* **Input material**:
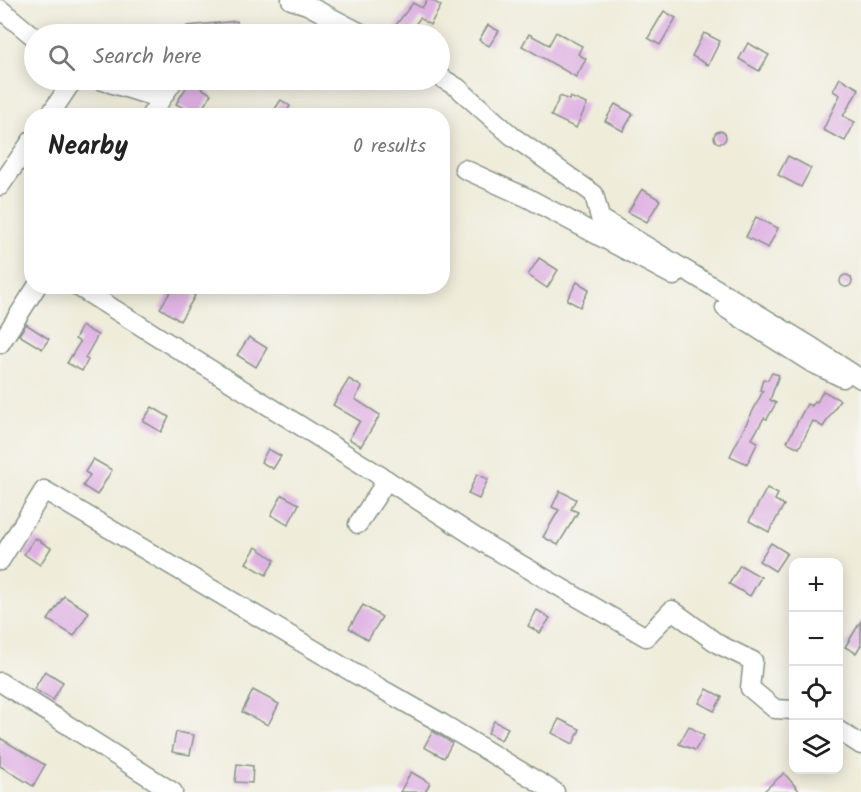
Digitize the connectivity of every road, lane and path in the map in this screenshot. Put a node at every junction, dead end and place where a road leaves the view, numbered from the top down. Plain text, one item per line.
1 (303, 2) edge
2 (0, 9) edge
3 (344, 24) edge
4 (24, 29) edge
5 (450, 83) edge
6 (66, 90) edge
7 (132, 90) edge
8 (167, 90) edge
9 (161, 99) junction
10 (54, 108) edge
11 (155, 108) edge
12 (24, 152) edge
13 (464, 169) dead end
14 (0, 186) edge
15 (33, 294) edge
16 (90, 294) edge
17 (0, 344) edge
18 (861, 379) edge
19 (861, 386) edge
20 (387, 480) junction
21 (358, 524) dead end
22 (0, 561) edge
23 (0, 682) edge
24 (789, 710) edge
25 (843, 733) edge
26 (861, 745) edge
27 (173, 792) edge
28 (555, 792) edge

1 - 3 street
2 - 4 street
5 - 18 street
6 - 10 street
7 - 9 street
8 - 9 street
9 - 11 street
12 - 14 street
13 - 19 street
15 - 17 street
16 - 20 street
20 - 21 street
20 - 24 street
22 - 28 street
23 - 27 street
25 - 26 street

* **Brief**: Give an exact copy of the listing, without its pictures.

* **Exercise solution**:
Digitize the connectivity of every road, lane and path in the map in this screenshot. Put a node at every junction, dead end and place where a road leaves the view, numbered from the top down. Plain text, one item per line.
1 (303, 2) edge
2 (0, 9) edge
3 (344, 24) edge
4 (24, 29) edge
5 (450, 83) edge
6 (66, 90) edge
7 (132, 90) edge
8 (167, 90) edge
9 (161, 99) junction
10 (54, 108) edge
11 (155, 108) edge
12 (24, 152) edge
13 (464, 169) dead end
14 (0, 186) edge
15 (33, 294) edge
16 (90, 294) edge
17 (0, 344) edge
18 (861, 379) edge
19 (861, 386) edge
20 (387, 480) junction
21 (358, 524) dead end
22 (0, 561) edge
23 (0, 682) edge
24 (789, 710) edge
25 (843, 733) edge
26 (861, 745) edge
27 (173, 792) edge
28 (555, 792) edge

1 - 3 street
2 - 4 street
5 - 18 street
6 - 10 street
7 - 9 street
8 - 9 street
9 - 11 street
12 - 14 street
13 - 19 street
15 - 17 street
16 - 20 street
20 - 21 street
20 - 24 street
22 - 28 street
23 - 27 street
25 - 26 street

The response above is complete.